17. At this stage, it is necessary to examine the powers

of the learned Judge to put such questions to the witness.

Section 165 of the Indian Evidence Act 1872 empowers the

Judge to put questions to the witness or order production of

document. The learned Judge put all the questions to PW-10

in exercise of his power under Section 165 of the Evidence

Act. The learned judge was not only cautious of rights of the

applicant but also the rights of the accused persons and the

prosecution. The learned Judge after completion of the

questions by him to the applicant granted the accused and

prosecution an option to cross examine or to ask any question

to the applicant in the context of the answers given to the

Court questions by the applicant. The record reveals that they

declined this offer. It is therefore, apparent that the objection

raised on behalf of the applicant that before passing the order

he was not granted an opportunity to defend himself

appropriately is without substance. It is to be noted that this

objection cannot be accepted for more than one reason. The

learned Judge on the basis of the material on record has

recorded his prima facie opinion about the commission of an

offence under Section 59 of N.D.P.S. Act by this applicant.

The learned Judge has not awarded any sentence to him. So

the right of the accused to meet the case which he would be

made to face has not in any way tinkered with or taken away.


18. It is to be noted that the approach of the learned

Judge being Special Judge under the N.D.P.S. Act is consistent

with the object and spirit of the enactment.

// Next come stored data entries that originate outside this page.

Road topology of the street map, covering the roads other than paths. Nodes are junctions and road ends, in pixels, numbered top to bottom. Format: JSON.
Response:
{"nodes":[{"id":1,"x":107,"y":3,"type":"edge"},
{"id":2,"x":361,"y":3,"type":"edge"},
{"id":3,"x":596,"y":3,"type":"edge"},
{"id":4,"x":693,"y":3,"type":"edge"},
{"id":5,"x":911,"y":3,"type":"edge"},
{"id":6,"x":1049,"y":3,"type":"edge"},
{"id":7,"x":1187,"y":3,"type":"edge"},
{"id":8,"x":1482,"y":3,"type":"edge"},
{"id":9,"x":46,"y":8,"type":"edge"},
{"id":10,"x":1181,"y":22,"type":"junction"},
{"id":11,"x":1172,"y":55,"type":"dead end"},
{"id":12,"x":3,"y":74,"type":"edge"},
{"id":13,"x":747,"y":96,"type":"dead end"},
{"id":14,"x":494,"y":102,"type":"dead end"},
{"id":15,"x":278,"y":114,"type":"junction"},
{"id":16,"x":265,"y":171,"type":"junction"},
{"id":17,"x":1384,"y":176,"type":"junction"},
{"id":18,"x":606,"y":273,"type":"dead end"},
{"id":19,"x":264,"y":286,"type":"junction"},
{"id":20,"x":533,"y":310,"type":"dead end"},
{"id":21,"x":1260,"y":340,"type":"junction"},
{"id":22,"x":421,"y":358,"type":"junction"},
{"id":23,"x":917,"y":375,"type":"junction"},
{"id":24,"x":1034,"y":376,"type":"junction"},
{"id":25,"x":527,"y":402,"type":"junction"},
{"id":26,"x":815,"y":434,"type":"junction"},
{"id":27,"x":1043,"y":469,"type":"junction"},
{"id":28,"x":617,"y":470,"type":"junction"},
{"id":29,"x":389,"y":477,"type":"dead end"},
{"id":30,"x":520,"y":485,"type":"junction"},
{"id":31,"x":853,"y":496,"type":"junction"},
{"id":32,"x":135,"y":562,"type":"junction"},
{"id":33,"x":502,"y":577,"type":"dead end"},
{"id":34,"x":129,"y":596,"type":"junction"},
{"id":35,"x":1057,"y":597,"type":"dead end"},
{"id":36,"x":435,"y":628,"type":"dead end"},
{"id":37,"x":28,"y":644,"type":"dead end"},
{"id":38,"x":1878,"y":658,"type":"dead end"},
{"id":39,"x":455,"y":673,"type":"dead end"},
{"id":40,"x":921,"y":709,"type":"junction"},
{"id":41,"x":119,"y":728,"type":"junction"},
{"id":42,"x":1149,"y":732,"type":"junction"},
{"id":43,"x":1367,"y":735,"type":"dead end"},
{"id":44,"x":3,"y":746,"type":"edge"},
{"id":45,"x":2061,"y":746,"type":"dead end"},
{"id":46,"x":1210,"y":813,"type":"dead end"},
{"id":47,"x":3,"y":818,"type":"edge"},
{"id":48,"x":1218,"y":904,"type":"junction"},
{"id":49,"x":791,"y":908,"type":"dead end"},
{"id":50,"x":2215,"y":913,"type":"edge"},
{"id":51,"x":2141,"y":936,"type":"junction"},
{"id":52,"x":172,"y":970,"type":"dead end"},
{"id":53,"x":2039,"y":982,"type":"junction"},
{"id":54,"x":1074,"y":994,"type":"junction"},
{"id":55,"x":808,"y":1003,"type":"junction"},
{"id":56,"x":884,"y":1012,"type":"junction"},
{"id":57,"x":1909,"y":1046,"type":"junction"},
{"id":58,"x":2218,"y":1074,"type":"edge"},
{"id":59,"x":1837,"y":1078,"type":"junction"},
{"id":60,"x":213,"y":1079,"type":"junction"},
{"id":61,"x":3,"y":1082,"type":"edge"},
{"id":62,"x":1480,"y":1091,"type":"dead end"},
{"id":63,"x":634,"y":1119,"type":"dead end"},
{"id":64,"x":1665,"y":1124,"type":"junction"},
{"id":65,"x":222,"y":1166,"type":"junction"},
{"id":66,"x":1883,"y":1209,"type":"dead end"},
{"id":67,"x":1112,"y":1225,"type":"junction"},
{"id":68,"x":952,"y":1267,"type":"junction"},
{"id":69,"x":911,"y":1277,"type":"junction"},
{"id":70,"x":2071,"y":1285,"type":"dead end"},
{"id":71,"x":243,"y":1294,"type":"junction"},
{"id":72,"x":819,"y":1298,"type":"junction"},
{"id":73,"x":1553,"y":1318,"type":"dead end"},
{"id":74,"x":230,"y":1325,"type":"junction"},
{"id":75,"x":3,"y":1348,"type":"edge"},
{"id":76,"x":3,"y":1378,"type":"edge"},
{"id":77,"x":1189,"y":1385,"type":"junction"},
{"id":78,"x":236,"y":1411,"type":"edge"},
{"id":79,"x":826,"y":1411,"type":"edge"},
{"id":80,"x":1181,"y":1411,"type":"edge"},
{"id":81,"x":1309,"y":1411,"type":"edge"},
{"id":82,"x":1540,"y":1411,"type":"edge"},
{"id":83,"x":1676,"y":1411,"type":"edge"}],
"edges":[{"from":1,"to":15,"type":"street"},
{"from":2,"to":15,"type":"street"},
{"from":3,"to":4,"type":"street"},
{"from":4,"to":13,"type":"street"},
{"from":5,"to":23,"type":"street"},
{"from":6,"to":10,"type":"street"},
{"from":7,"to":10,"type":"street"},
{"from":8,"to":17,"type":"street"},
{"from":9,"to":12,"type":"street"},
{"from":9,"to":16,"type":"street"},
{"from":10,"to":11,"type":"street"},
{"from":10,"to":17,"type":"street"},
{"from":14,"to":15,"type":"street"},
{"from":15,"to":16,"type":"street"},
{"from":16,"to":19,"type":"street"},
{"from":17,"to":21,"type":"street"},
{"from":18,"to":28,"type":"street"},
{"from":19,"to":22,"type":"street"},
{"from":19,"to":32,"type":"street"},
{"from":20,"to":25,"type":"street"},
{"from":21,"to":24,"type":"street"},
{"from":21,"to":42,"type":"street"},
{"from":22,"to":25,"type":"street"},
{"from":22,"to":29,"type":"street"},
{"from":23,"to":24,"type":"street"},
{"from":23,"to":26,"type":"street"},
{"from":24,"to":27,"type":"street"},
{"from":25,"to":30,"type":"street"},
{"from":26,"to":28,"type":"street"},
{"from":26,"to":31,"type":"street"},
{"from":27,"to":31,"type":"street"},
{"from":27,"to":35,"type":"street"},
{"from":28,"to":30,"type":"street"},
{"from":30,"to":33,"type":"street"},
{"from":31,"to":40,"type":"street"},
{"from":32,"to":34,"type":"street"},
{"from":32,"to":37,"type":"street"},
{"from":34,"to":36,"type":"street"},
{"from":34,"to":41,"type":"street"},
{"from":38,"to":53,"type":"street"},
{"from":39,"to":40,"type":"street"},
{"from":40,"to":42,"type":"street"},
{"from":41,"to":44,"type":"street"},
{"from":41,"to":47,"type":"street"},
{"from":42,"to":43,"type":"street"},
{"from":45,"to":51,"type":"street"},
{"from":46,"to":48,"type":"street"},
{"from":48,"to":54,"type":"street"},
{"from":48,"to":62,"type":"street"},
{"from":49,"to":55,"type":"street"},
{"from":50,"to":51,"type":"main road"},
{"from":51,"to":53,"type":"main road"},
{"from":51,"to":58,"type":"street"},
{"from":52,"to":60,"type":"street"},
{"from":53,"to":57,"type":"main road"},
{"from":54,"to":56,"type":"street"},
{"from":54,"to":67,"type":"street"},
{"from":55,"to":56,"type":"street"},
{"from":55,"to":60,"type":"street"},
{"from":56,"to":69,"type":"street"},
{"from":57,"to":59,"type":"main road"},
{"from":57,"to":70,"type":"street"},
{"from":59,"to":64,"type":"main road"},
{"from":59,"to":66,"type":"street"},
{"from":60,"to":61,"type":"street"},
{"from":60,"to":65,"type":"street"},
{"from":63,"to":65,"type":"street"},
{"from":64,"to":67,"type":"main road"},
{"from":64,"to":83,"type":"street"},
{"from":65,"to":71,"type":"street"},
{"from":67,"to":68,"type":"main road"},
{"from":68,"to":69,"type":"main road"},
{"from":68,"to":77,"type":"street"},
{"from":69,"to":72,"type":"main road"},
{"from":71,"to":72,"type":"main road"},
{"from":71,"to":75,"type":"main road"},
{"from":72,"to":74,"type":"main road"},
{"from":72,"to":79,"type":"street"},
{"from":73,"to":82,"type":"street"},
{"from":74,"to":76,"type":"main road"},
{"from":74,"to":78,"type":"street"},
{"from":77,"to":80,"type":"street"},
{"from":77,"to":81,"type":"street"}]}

It is to be noted

that while implementing the provisions of the enactment such

as N.D.P.S. Act all concerned at their respective place are

required to demonstrate equal seriousness. If such seriousness

is not demonstrated then it can frustrate the object and

intention of such enactment. It needs to be stated that in

order to ensure such seriousness by all concerned the stringent

provisions have been made. Section 59 of the N.D.P.S. Act is

one such stringent provision. It provides for penal

consequences in case of an act by anyone, which is not

consistent with the object and intention. It is submitted that

the opportunity was not given to him to explain the reasons

for delay in filing the charge sheet. In my view, this objection

can be taken care of by perusing the questions put to the

applicant and answers given by him. He has categorically

stated that investigation was complete on 13.10.2021. It is not

his case that after these questions by the Court and answers

given by him, he was in any manner prevented by the Court

from placing on record his explanation. The questions put to

him and answers given by him to those questions clearly

indicate that he was granted an opportunity to explain each

and every aspect. In fact the applicant has admitted that in all

respect the investigation was completed on 13.10.2021.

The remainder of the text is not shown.